Try it
From the line with "ctx.select_font_face(family, cairo.FONT_SLANT_ITALIC if" to the line with "ctx.mask(ctx.pop_group())", retype every line exactly, including those two, and leave out the rest of the data below.

(Stored data entries)

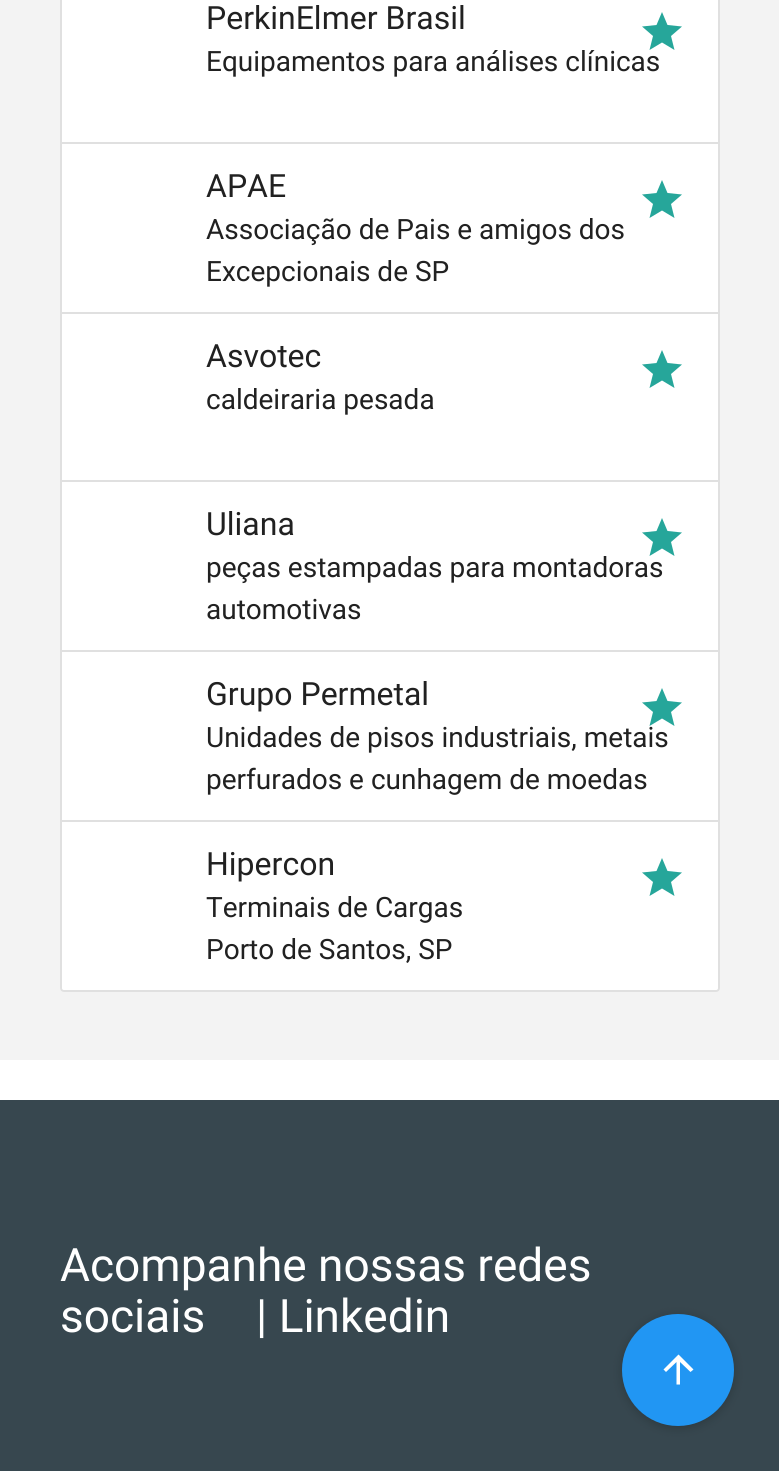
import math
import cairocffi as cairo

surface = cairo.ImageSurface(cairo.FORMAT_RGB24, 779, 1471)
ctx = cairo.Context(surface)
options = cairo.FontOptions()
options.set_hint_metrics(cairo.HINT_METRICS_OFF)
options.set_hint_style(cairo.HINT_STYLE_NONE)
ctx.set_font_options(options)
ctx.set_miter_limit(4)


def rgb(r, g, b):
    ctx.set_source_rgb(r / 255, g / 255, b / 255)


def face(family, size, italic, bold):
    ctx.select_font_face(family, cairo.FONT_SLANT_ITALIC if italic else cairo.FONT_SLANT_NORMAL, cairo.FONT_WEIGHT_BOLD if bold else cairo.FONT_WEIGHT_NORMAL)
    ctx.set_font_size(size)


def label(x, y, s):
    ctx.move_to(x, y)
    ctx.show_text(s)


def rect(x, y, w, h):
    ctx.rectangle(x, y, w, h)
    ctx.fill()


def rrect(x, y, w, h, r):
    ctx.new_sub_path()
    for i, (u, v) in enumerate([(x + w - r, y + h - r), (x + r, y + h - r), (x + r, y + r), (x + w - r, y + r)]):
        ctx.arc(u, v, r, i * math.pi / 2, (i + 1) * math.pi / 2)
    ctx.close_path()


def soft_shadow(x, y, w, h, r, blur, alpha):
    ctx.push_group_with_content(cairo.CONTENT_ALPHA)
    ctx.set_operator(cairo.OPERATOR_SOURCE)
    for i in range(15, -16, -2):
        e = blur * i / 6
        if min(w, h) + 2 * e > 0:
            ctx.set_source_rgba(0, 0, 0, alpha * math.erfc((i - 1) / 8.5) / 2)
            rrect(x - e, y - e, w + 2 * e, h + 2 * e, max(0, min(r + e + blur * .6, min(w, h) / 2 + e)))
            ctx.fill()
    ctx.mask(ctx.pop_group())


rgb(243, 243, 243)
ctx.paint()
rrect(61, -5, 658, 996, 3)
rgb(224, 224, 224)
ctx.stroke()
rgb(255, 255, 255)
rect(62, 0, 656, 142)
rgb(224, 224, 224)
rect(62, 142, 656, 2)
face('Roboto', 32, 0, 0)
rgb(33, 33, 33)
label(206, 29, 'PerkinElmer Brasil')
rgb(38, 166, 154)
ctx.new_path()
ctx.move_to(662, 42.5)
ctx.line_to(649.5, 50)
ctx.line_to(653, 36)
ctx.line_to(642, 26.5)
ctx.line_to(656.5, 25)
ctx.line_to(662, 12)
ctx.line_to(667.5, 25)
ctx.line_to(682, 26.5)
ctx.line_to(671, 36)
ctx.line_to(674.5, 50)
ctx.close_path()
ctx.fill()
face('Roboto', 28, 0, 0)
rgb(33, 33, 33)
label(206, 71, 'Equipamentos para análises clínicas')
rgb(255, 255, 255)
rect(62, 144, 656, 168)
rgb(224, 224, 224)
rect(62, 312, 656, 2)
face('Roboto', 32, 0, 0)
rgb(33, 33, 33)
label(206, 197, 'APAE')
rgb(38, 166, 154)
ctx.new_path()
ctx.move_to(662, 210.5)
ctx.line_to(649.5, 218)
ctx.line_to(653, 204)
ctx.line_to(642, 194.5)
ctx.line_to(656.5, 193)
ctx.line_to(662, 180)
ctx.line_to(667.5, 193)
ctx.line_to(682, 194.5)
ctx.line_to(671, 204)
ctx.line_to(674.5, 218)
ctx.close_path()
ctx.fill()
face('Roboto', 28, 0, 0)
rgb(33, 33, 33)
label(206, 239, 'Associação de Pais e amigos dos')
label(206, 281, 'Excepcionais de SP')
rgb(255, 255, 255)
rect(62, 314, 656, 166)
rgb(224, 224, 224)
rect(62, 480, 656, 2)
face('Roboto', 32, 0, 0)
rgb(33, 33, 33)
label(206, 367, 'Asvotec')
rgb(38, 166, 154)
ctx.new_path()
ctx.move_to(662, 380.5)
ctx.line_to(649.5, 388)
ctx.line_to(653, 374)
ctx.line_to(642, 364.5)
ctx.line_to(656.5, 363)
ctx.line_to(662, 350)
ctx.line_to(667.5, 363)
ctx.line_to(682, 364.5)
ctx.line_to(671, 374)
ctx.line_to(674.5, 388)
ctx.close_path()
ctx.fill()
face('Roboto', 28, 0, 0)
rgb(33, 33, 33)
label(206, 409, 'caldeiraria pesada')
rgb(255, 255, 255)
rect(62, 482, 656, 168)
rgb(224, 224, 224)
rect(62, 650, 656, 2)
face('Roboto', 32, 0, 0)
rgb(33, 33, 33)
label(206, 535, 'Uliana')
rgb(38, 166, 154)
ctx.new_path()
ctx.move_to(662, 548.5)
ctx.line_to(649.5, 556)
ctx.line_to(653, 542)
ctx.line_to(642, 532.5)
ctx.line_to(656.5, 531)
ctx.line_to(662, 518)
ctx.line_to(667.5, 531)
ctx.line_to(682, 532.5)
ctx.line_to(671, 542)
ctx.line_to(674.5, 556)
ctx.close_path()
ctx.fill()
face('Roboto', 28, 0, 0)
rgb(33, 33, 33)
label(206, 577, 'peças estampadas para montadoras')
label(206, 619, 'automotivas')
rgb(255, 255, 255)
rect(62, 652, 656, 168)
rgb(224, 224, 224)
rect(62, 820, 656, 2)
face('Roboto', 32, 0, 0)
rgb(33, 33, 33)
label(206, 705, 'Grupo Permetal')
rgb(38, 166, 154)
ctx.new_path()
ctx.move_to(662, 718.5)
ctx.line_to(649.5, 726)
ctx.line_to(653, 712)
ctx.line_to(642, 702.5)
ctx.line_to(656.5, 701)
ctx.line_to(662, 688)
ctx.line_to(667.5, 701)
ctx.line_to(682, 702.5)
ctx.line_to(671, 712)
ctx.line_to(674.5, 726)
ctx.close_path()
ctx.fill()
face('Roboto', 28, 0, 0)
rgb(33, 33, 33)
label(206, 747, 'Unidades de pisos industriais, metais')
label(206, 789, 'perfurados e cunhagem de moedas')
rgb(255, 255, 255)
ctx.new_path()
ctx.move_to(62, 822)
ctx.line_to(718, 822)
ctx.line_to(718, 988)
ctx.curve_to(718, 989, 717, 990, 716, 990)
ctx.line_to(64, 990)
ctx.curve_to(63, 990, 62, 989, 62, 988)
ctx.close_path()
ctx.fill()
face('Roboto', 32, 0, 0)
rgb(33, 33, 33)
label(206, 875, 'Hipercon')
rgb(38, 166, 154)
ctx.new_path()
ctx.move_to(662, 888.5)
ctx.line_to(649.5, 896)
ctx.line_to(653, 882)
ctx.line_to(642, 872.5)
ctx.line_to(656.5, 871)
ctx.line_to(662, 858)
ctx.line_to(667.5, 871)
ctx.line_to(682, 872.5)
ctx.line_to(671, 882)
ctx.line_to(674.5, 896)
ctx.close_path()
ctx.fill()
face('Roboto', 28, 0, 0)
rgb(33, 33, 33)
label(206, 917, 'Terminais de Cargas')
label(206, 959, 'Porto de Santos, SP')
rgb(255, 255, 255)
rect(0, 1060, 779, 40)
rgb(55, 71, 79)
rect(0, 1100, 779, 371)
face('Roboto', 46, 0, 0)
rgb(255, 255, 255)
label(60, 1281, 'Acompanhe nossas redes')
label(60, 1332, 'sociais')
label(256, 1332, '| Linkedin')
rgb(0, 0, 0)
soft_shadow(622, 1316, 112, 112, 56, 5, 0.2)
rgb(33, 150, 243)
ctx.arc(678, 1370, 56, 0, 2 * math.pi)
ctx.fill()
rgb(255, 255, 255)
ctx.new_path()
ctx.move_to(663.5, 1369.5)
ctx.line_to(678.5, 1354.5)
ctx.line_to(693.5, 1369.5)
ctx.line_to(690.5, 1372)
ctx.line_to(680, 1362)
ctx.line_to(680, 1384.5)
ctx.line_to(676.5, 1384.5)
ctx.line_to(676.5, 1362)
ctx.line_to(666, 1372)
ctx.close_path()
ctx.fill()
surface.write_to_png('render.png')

...

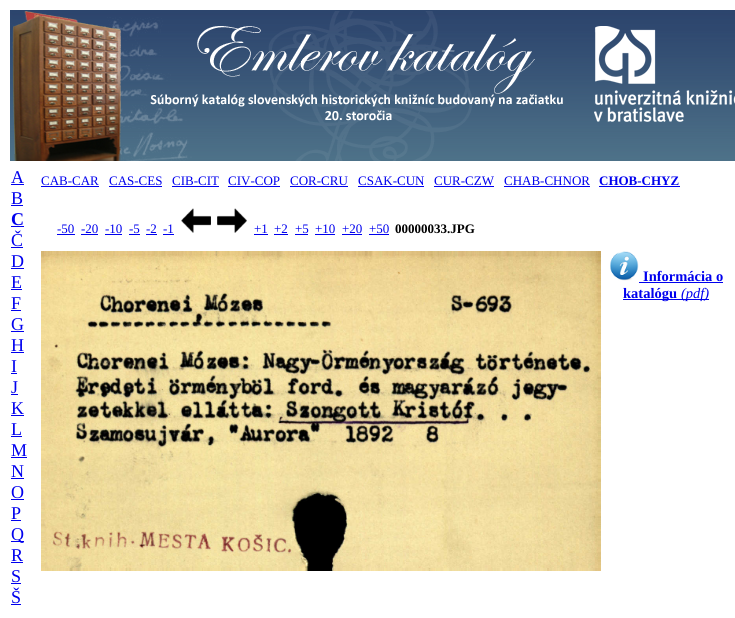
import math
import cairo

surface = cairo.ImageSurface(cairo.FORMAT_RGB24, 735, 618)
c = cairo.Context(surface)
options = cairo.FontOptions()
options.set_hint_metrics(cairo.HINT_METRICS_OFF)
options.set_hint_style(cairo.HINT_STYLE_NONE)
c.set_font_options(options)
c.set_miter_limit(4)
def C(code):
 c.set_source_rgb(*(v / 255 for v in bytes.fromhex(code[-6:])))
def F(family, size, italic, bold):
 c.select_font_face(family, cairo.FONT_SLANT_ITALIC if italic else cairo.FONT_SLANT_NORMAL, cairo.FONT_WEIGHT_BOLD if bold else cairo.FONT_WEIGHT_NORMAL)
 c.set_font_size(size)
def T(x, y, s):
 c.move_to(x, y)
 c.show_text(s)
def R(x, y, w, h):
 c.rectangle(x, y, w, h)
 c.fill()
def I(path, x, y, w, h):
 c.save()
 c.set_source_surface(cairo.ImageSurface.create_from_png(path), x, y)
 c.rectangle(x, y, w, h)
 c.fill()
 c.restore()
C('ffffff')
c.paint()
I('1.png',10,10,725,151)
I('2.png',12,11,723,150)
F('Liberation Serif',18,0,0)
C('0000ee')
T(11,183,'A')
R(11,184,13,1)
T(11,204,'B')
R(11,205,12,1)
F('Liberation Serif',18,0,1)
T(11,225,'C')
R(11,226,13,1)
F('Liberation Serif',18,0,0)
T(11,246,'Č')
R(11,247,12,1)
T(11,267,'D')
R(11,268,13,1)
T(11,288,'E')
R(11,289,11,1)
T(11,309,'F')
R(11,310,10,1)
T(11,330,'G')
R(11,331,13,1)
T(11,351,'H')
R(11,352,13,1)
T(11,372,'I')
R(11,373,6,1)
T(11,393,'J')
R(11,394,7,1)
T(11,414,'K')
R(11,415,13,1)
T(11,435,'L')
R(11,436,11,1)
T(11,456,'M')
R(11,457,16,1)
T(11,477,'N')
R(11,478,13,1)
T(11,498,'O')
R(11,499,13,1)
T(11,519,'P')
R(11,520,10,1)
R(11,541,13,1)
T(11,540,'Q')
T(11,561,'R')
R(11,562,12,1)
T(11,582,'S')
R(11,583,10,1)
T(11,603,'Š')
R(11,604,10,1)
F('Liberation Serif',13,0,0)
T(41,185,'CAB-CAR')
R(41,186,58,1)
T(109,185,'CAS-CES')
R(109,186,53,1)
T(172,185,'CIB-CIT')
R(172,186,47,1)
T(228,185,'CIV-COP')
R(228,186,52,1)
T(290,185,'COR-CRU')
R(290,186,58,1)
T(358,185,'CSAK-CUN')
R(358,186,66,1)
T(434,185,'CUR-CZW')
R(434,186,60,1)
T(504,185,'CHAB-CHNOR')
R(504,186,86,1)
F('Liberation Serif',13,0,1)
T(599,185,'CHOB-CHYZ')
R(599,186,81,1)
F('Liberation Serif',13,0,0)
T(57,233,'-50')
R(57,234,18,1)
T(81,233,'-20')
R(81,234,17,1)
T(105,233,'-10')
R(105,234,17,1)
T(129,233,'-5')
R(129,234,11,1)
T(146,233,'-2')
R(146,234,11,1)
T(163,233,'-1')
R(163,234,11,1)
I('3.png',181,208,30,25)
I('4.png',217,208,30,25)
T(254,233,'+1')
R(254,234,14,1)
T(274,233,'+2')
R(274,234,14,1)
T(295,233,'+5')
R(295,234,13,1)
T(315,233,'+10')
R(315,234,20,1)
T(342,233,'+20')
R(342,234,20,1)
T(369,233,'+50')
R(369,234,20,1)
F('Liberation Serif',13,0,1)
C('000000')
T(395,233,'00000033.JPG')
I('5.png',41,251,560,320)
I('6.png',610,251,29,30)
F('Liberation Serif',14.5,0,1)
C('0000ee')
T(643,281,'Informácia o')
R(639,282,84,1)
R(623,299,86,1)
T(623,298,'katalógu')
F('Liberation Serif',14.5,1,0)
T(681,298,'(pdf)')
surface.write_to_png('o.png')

Task result
    ctx.select_font_face(family, cairo.FONT_SLANT_ITALIC if italic else cairo.FONT_SLANT_NORMAL, cairo.FONT_WEIGHT_BOLD if bold else cairo.FONT_WEIGHT_NORMAL)
    ctx.set_font_size(size)


def label(x, y, s):
    ctx.move_to(x, y)
    ctx.show_text(s)


def rect(x, y, w, h):
    ctx.rectangle(x, y, w, h)
    ctx.fill()


def rrect(x, y, w, h, r):
    ctx.new_sub_path()
    for i, (u, v) in enumerate([(x + w - r, y + h - r), (x + r, y + h - r), (x + r, y + r), (x + w - r, y + r)]):
        ctx.arc(u, v, r, i * math.pi / 2, (i + 1) * math.pi / 2)
    ctx.close_path()


def soft_shadow(x, y, w, h, r, blur, alpha):
    ctx.push_group_with_content(cairo.CONTENT_ALPHA)
    ctx.set_operator(cairo.OPERATOR_SOURCE)
    for i in range(15, -16, -2):
        e = blur * i / 6
        if min(w, h) + 2 * e > 0:
            ctx.set_source_rgba(0, 0, 0, alpha * math.erfc((i - 1) / 8.5) / 2)
            rrect(x - e, y - e, w + 2 * e, h + 2 * e, max(0, min(r + e + blur * .6, min(w, h) / 2 + e)))
            ctx.fill()
    ctx.mask(ctx.pop_group())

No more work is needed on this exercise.